1 È per sé stesso chiaro, che come io non pretendo che davvero Platone abbia fatto l’areonauta, così non voglio aver fatto congetture sulle sue relazioni con Aristotele come in fatti avvenissero. Ma certo che gli ultimi dialoghi e specialmente il Parmenide sono animati da uno spirito aristotelico e sembrano un preludio alle categorie e alla metafisica d’Aristotele. Di platonico non hanno più che le frasi fatte del platonismo. Si può dire anche apertamente che non li ha fatti Platone – ma uno che non aveva niente da dire, e s’affannava ad accordare il sistema delle idee con le necessità d’un dire multiforme quale poi s’afferma nelle opere aristoteliche e che si doveva già sentire nell’aria – fosse poi l’autore Platone stesso – ma un Platone vecchio, dimentico di sé, o un qualunque suo discepolo. Il dissolversi del mondo delle idee nella infinita trama delle forme, – del quale questi dialoghi (Parmenide, Sofista, Politico) segnano un punto intermedio rivelatore, – quale avvenne allora nel lavorio filosofico degli idealisti, è una necessità che pur sotto altre apparenze si ripete ogni qual volta degli uomini seguendo materialmente la via d’un uomo migliore, s’affaccendino coi concetti per loro ormai privi di valore.


(La persuasione e la rettorica, Carlo Michelstaedter, Adelphi 1982)

Ho ucciso l’uomo: l’uomo è morto!

Ci fu un tempo in cui l’uomo si accorse di sé e cominciò ad interrogarsi. Poi venne il giorno in cui iniziò a darsi le risposte sbagliate.

Essere coscienti di sé è un peccato; diventarne schiavi è una colpa.

Non è il cosa, né il come, né il quando, la vera domanda. La vera domanda, il quesito dei quesiti, l’interrogativo supremo è: perché. A chi, infatti, giova sapere il cosa, il come e il quando di qualcosa di cui non si riesce a determinare il perché?
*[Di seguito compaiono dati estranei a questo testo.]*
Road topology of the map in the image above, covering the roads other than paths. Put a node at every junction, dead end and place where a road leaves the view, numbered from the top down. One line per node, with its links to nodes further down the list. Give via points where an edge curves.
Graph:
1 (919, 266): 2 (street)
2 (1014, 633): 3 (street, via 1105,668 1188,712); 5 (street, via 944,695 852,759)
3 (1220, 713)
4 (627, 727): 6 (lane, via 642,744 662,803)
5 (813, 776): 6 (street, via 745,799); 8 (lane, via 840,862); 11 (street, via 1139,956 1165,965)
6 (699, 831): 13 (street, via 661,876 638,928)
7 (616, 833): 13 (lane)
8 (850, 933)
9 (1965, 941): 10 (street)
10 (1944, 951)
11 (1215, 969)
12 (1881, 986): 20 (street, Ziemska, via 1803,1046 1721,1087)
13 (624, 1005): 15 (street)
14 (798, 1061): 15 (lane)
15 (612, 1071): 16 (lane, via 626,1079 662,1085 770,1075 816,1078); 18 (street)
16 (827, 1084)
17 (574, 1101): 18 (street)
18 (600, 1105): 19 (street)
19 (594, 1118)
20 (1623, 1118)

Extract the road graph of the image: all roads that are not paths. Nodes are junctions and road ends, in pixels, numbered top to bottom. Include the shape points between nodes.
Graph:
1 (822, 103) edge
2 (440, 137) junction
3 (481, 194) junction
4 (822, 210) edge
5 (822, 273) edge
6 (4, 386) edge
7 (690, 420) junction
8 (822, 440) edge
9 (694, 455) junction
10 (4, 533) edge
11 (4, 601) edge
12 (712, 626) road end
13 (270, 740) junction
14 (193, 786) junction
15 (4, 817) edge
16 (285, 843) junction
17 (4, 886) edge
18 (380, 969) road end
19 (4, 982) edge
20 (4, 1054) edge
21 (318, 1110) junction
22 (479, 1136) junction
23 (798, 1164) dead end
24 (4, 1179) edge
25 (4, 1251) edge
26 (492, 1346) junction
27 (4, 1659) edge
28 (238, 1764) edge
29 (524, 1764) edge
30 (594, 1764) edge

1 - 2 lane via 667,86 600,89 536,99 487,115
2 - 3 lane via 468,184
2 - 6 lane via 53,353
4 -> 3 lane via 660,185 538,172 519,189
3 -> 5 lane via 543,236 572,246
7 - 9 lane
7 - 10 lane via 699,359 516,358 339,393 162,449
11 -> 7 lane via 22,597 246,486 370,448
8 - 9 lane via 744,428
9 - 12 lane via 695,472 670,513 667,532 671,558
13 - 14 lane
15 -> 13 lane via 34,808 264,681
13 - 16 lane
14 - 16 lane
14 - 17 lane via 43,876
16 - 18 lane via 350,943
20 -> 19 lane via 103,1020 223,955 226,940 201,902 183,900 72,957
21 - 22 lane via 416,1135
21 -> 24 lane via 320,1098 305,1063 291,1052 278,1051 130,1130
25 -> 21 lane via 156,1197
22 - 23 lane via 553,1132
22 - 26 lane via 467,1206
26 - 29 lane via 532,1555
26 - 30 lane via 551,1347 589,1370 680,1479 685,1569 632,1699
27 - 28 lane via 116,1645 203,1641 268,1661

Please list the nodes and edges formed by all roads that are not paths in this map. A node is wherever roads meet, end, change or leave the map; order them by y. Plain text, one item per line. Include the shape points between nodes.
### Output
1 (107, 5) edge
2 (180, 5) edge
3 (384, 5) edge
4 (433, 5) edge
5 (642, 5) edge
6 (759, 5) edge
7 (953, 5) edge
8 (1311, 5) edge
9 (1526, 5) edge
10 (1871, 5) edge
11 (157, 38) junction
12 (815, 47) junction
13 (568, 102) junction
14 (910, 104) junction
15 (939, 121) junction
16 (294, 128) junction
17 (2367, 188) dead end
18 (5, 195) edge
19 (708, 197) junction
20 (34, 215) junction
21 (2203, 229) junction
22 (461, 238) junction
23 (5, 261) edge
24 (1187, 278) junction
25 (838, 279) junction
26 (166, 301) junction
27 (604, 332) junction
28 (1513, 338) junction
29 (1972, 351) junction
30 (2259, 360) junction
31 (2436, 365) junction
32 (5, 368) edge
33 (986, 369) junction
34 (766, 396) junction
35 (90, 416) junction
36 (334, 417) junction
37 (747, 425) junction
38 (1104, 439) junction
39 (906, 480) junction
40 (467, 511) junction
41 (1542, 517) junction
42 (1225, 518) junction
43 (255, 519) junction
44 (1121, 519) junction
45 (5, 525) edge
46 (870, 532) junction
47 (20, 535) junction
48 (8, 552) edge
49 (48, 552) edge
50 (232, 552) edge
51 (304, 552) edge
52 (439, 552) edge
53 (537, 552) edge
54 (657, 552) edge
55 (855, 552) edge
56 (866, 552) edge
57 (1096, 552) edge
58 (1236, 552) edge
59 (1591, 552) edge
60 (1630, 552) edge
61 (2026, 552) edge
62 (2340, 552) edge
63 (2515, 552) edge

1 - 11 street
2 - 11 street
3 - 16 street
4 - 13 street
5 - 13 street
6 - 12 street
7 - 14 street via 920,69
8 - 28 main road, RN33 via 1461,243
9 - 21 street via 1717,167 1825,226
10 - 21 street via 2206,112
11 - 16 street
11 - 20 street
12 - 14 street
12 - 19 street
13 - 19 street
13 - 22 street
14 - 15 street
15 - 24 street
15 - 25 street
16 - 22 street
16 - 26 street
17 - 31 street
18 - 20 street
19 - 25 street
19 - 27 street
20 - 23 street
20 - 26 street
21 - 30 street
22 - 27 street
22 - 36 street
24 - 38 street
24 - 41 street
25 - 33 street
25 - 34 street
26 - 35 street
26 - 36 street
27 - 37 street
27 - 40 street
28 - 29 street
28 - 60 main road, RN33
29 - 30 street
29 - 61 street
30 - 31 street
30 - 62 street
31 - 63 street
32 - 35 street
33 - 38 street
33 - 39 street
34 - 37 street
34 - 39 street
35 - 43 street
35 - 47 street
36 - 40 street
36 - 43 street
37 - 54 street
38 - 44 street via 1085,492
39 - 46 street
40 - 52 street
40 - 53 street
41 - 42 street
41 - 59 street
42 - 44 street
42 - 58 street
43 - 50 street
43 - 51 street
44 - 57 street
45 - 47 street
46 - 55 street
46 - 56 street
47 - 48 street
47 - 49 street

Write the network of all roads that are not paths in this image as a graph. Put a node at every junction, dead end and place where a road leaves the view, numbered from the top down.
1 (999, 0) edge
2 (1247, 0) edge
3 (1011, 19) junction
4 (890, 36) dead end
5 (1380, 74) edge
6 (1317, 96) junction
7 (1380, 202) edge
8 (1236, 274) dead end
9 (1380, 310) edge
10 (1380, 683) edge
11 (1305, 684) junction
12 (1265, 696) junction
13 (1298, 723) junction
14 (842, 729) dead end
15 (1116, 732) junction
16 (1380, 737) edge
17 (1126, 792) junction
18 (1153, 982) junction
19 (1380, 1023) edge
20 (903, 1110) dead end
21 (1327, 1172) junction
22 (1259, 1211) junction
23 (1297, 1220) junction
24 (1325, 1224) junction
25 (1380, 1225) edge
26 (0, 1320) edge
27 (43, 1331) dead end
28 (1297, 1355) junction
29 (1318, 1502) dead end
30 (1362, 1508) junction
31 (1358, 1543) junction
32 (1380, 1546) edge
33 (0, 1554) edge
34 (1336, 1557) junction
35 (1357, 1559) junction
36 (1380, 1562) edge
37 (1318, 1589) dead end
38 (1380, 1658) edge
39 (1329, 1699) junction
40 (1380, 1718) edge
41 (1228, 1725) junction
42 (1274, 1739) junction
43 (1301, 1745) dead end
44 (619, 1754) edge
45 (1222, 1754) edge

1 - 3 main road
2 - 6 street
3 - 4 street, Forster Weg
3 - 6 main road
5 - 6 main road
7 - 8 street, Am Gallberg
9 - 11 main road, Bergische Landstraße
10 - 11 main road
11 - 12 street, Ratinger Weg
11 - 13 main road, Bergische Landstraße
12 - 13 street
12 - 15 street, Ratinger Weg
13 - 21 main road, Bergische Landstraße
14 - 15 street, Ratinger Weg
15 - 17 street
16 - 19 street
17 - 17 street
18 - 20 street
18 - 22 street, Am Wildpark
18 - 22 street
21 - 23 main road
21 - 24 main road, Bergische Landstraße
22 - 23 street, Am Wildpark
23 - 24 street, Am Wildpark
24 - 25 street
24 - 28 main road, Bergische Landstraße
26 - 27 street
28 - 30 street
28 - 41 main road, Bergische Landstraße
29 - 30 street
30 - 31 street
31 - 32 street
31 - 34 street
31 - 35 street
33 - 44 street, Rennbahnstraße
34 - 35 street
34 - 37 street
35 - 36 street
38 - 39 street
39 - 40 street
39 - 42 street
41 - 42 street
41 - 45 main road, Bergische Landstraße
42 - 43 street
Il giorno in cui l’uomo si accorse di sé si separò dal mondo. Fu in quello stesso istante che, non facendone più parte, perse la capacità di comprenderne la gratuità: e la bellezza divenne irraggiungibile e la verità un chiodo laico a cui appendere gli specchi vuoti.

Condannato è l’uomo, poiché pigramente giace sotto il giogo della ragione, preferendo codardamente la schiavitù della coscienza alla propria epifania.

Incapaci come siamo di testimoniarci, non ci rimane che giustificarci la vita a misura di ragione. Chi, infatti, tra coloro ancora dotati della perversione del senno, è in grado di abbandonarsi con naturalezza all’idea che l’essere sia inutile e, al tempo stesso, sopravvivere ad essa? Chi è colui in grado di testimoniare a se stesso, con il semplice atto di vivere, di essere nient’altro che il dispiegamento dell’essere in una delle sue infinite e gratuite forme senza per questo precipitare perduto nel baratro della sua stessa “gettatezza”?

Una “gettatezza” heideggeriana che possiede tutte le accezioni del rifiuto, dello scarto, dell’escremento, dell’avanzo. Poiché questo è tutto ciò che siamo al di fuori di ogni metafora; poiché tutto quanto dio o la metafisica ci hanno attribuito appartiene in realtà all’essere, mentre noi e tutto ciò che vi è fuori di noi non siamo che entità, prodotti, artefatti dell’agire dell’essere. E, poiché l’ente è il rifiuto dell’essere così come la vita è lo scarto della Natura, non è nel prodotto, nello scarto che mai si potrà intravedere un barlume di bellezza o di verità e neppure nell’essere in sé, ma è piuttosto nella gratuità dell’atto dell’essere che esse sono esistite.

Il più appassito dei papaveri è di gran lunga superiore al migliore degli uomini, poiché esso è in grado di testimoniare che ci fu un tempo anteriore a tutti i tempi in cui la bellezza, del cui sudore esso ora è prova il tempo che gli è dovuto, fu in una unica inintelligibile eternità al di fuori di ogni tempo.

L’uomo, invece, possiede lo svantaggio di una coscienza che gli chiede spiegazioni di tanta sfacciata e irragionevole testimonianza senza riuscire a venirne a capo. Fu così che l’uomo ebbe bisogno di Dio e dell’immortalità dell’anima, poiché accettare di essere uno scarto della gratuità della bellezza lo avrebbe condotto alla follia molto più rapidamente di quanto il senno non stia facendo ragionevolmente con più calma.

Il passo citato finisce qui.